List each line of the data that holds the string "road".

Collected data entries:
* * * * * * *
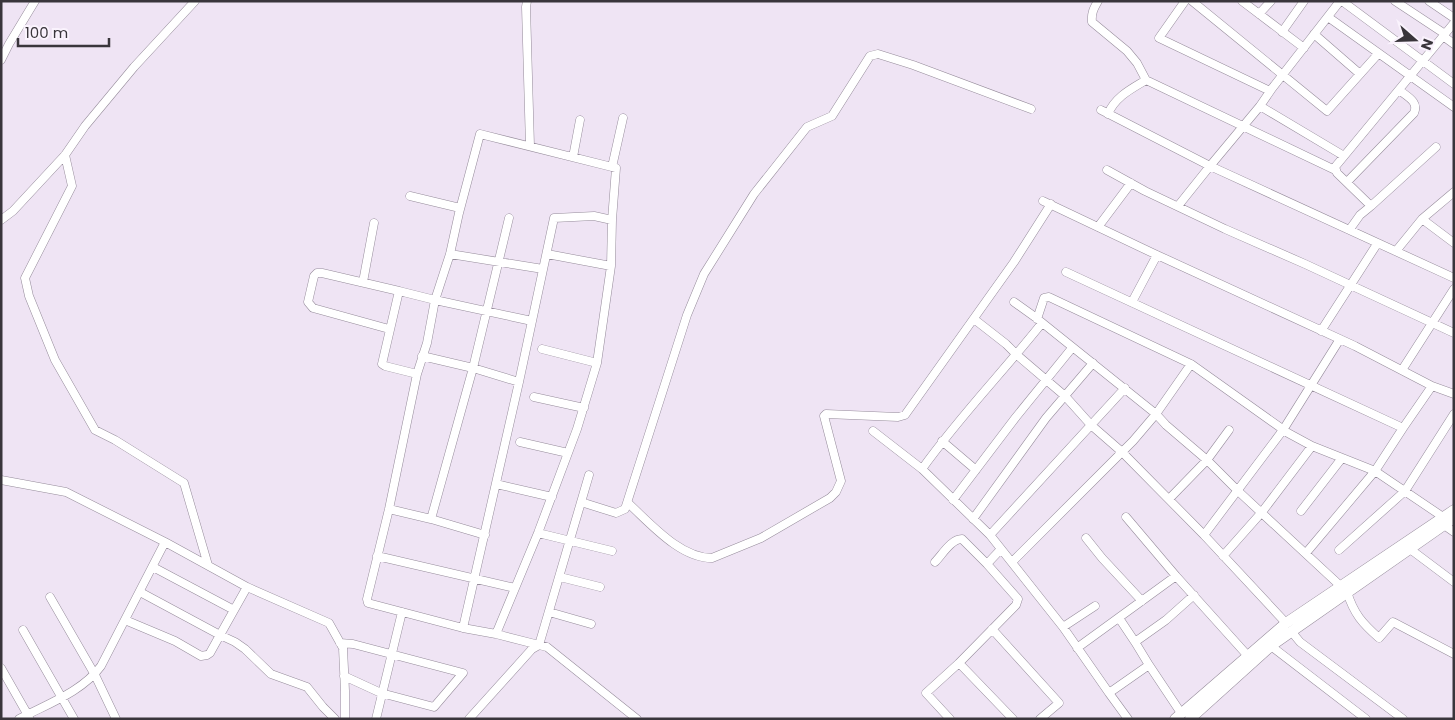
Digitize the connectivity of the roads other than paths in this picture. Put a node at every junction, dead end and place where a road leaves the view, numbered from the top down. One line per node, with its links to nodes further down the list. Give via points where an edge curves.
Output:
1 (195, 1): 41 (street, via 134,67)
2 (1098, 1): 28 (street, via 1092,11 1092,22 1127,51)
3 (1184, 1): 26 (street, via 1159,38 1270,90)
4 (1192, 1): 26 (street)
5 (1242, 1): 13 (street)
6 (1271, 1): 13 (street)
7 (1304, 1): 17 (street)
8 (1341, 1): 14 (street); 24 (street)
9 (1395, 1): 19 (street)
10 (1429, 1): 15 (street)
11 (32, 2): 23 (street)
12 (525, 3): 39 (street)
13 (1259, 14): 17 (street)
14 (1328, 17): 18 (street); 22 (street)
15 (1454, 18)
16 (1454, 23): 19 (street)
17 (1282, 32): 21 (street)
18 (1314, 34): 21 (street); 25 (street)
19 (1444, 35): 20 (street); 24 (street)
20 (1454, 44)
21 (1304, 48): 26 (street)
22 (1378, 54): 25 (street); 27 (street)
23 (1, 60)
24 (1423, 62): 27 (street); 29 (street)
25 (1360, 74): 26 (street, via 1327,111)
26 (1282, 75): 31 (street)
27 (1411, 76): 30 (street); 32 (street)
28 (1146, 80): 35 (street, via 1119,98); 38 (street)
29 (1454, 84)
30 (1400, 90): 42 (street); 48 (street, via 1416,104 1414,113)
31 (1260, 106): 38 (street); 42 (street)
32 (1454, 108)
33 (1031, 110): 134 (street, via 882,54 870,56 832,116 808,127 754,194 704,274 686,315)
34 (1100, 110): 35 (street)
35 (1108, 114): 44 (street)
36 (623, 118): 45 (street)
37 (580, 120): 43 (street)
38 (1243, 126): 44 (street); 47 (street)
39 (530, 146): 43 (street); 54 (street, via 480,134)
40 (1436, 147): 53 (street)
41 (65, 155): 57 (street); 162 (street, via 72,186 25,278 29,296 55,360 95,430 184,483)
42 (1344, 156): 47 (street)
43 (573, 157): 45 (street)
44 (1210, 166): 52 (street); 61 (street)
45 (612, 167): 58 (street, via 616,168)
46 (1106, 170): 49 (street)
47 (1335, 170): 48 (street)
48 (1347, 182): 53 (street)
49 (1131, 183): 52 (street); 60 (street)
50 (1454, 192): 56 (street)
51 (410, 196): 54 (street)
52 (1178, 206): 74 (street)
53 (1371, 206): 61 (street)
54 (460, 208): 65 (street)
55 (509, 218): 68 (street)
56 (1422, 219): 62 (street); 64 (street)
57 (1, 220)
58 (612, 220): 66 (street, via 594,216 554,218); 69 (street)
59 (374, 223): 73 (street)
60 (1098, 227): 67 (street); 81 (street, via 1047,202 1014,262)
61 (1350, 229): 63 (street)
62 (1454, 243)
63 (1377, 244): 64 (street); 74 (street)
64 (1396, 251): 72 (street)
65 (450, 254): 68 (street); 77 (street)
66 (546, 254): 69 (street); 70 (street)
67 (1157, 255): 79 (street); 86 (street)
68 (498, 262): 70 (street); 80 (street)
69 (611, 266): 93 (street)
70 (544, 269): 82 (street)
71 (1066, 272): 79 (street)
72 (1454, 278)
73 (363, 282): 76 (street); 85 (street, via 317,273 308,302 313,308)
74 (1351, 285): 84 (street); 86 (street)
75 (1454, 289): 84 (street)
76 (399, 291): 77 (street); 85 (street)
77 (435, 300): 80 (street); 92 (street)
78 (1014, 302): 83 (street)
79 (1132, 302): 101 (street)
80 (486, 312): 82 (street); 96 (street)
81 (974, 319): 91 (street); 134 (street, via 905,415 824,416 841,481 839,486 830,498 761,538 705,558 673,544)
82 (532, 321): 100 (street)
83 (1040, 321): 89 (street); 91 (street); 95 (street, via 1044,298 1048,297)
84 (1432, 324): 87 (street); 97 (street)
85 (390, 329): 98 (street, via 382,364)
86 (1321, 331): 88 (street)
87 (1454, 333)
88 (1340, 339): 97 (street); 101 (street)
89 (1072, 348): 94 (street); 99 (street)
90 (542, 349): 93 (street)
91 (1017, 355): 99 (street); 115 (street)
92 (422, 356): 96 (street); 98 (street)
93 (597, 363): 107 (street)
94 (1093, 363): 103 (street); 105 (street)
95 (1191, 364): 108 (street); 113 (street)
96 (473, 368): 100 (street); 141 (street)
97 (1402, 370): 102 (street)
98 (417, 374): 135 (street)
99 (1046, 380): 105 (street); 123 (street)
100 (519, 382): 127 (street)
101 (1310, 386): 111 (street); 113 (street)
102 (1432, 386): 104 (street); 111 (street)
103 (1125, 388): 108 (street); 110 (street)
104 (1454, 394)
105 (1065, 396): 110 (street); 142 (street)
106 (534, 397): 107 (street)
107 (584, 408): 119 (street)
108 (1156, 414): 118 (street); 121 (street)
109 (1454, 414): 129 (street)
110 (1091, 425): 118 (street); 147 (street)
111 (1403, 428): 124 (street)
112 (1229, 430): 121 (street)
113 (1283, 430): 117 (street); 128 (street)
114 (873, 431): 122 (street)
115 (942, 441): 122 (street); 123 (street)
116 (520, 442): 119 (street)
117 (1312, 446): 120 (street); 138 (street)
118 (1122, 452): 131 (street); 160 (street)
119 (568, 453): 130 (street)
120 (1342, 458): 124 (street); 136 (street)
121 (1207, 460): 128 (street); 131 (street)
122 (922, 469): 132 (street)
123 (976, 470): 132 (street)
124 (1374, 472): 129 (street); 156 (street)
125 (589, 475): 133 (street)
126 (1, 480): 151 (street, via 66,492)
127 (496, 484): 130 (street); 146 (street)
128 (1238, 491): 138 (street); 148 (street)
129 (1405, 491): 143 (street); 154 (street)
130 (552, 497): 145 (street)
131 (1169, 499): 148 (street)
132 (954, 500): 142 (street)
133 (582, 502): 134 (street, via 616,513 622,512); 150 (street)
134 (628, 503)
135 (389, 510): 141 (street); 157 (street)
136 (1301, 510)
137 (1454, 510): 143 (main road)
138 (1262, 512): 156 (street); 158 (street)
139 (1126, 518): 164 (street)
140 (1454, 518): 143 (main road)
141 (431, 519): 146 (street)
142 (973, 519): 147 (street)
143 (1443, 521): 144 (street); 153 (main road); 171 (main road)
144 (1454, 532)
145 (538, 533): 150 (street); 170 (street)
146 (485, 535): 166 (street)
147 (990, 535): 152 (street)
148 (1204, 535): 158 (street)
149 (1086, 538): 175 (street)
150 (570, 541): 155 (street); 165 (street)
151 (166, 542): 162 (street); 163 (street)
152 (1001, 549): 160 (street); 161 (street)
153 (1410, 549): 167 (street); 171 (main road)
154 (1339, 550)
155 (612, 551)
156 (1306, 553): 171 (street)
157 (377, 556): 166 (street); 178 (street, via 368,603)
158 (1223, 556): 184 (street)
159 (935, 562): 161 (street, via 958,539 968,544)
160 (1012, 562): 183 (street)
161 (987, 564): 186 (street, via 1018,599)
162 (208, 565): 168 (street)
163 (153, 567): 172 (street); 177 (street)
164 (1176, 576): 173 (street); 175 (street)
165 (560, 577): 169 (street); 179 (street)
166 (473, 578): 170 (street); 185 (street)
167 (1454, 582)
168 (246, 587): 177 (street); 191 (street, via 330,623)
169 (600, 587)
170 (515, 588): 188 (street)
171 (1344, 589): 184 (main road); 195 (street, via 1362,623 1379,638 1393,622)
172 (140, 592): 181 (street); 189 (street)
173 (1194, 595): 190 (street); 197 (street)
174 (50, 597): 201 (street)
175 (1142, 601): 180 (street)
176 (1095, 606): 183 (street)
177 (234, 610): 189 (street)
178 (402, 612): 185 (street); 196 (street)
179 (549, 612): 182 (street); 192 (street)
180 (1119, 618): 190 (street); 194 (street)
181 (126, 620): 189 (street, via 201,656 210,653); 201 (street)
182 (591, 624)
183 (1062, 627): 194 (street)
184 (1289, 627): 193 (main road); 197 (main road); 221 (street, via 1300,642)
185 (462, 628): 188 (street)
186 (992, 629): 198 (street); 218 (street, via 1058,703)
187 (23, 630): 205 (street)
188 (496, 634): 192 (street)
189 (220, 635): 211 (street, via 245,649 271,674 307,687)
190 (1135, 642): 199 (street)
191 (340, 643): 196 (street); 202 (street)
192 (540, 645): 214 (street, via 532,649); 215 (street, via 547,647)
193 (1271, 646): 207 (main road); 220 (street)
194 (1077, 648): 204 (street)
195 (1454, 654)
196 (392, 655): 203 (street); 203 (street, via 463,674 434,707)
197 (1248, 656): 207 (main road)
198 (959, 663): 216 (street, via 926,693); 217 (street)
199 (1149, 665): 204 (street); 207 (street)
200 (1, 668): 206 (street)
201 (95, 675): 205 (street); 210 (street)
202 (344, 676): 203 (street); 212 (street)
203 (381, 693): 213 (street)
204 (1109, 693): 219 (street)
205 (61, 696): 206 (street); 209 (street)
206 (29, 717): 208 (street)
207 (1182, 717)
208 (20, 719)
209 (74, 719)
210 (116, 719)
211 (335, 719)
212 (344, 719)
213 (376, 719)
214 (469, 719)
215 (637, 719)
216 (950, 719)
217 (1013, 719)
218 (1040, 719)
219 (1128, 719)
220 (1366, 719)
221 (1403, 719)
* * * * * * *
Solution to the problem:
Digitize the connectivity of the roads other than paths in this picture. Put a node at every junction, dead end and place where a road leaves the view, numbered from the top down. One line per node, with its links to nodes further down the list. Give via points where an edge curves.
137 (1454, 510): 143 (main road)
140 (1454, 518): 143 (main road)
143 (1443, 521): 144 (street); 153 (main road); 171 (main road)
153 (1410, 549): 167 (street); 171 (main road)
171 (1344, 589): 184 (main road); 195 (street, via 1362,623 1379,638 1393,622)
184 (1289, 627): 193 (main road); 197 (main road); 221 (street, via 1300,642)
193 (1271, 646): 207 (main road); 220 (street)
197 (1248, 656): 207 (main road)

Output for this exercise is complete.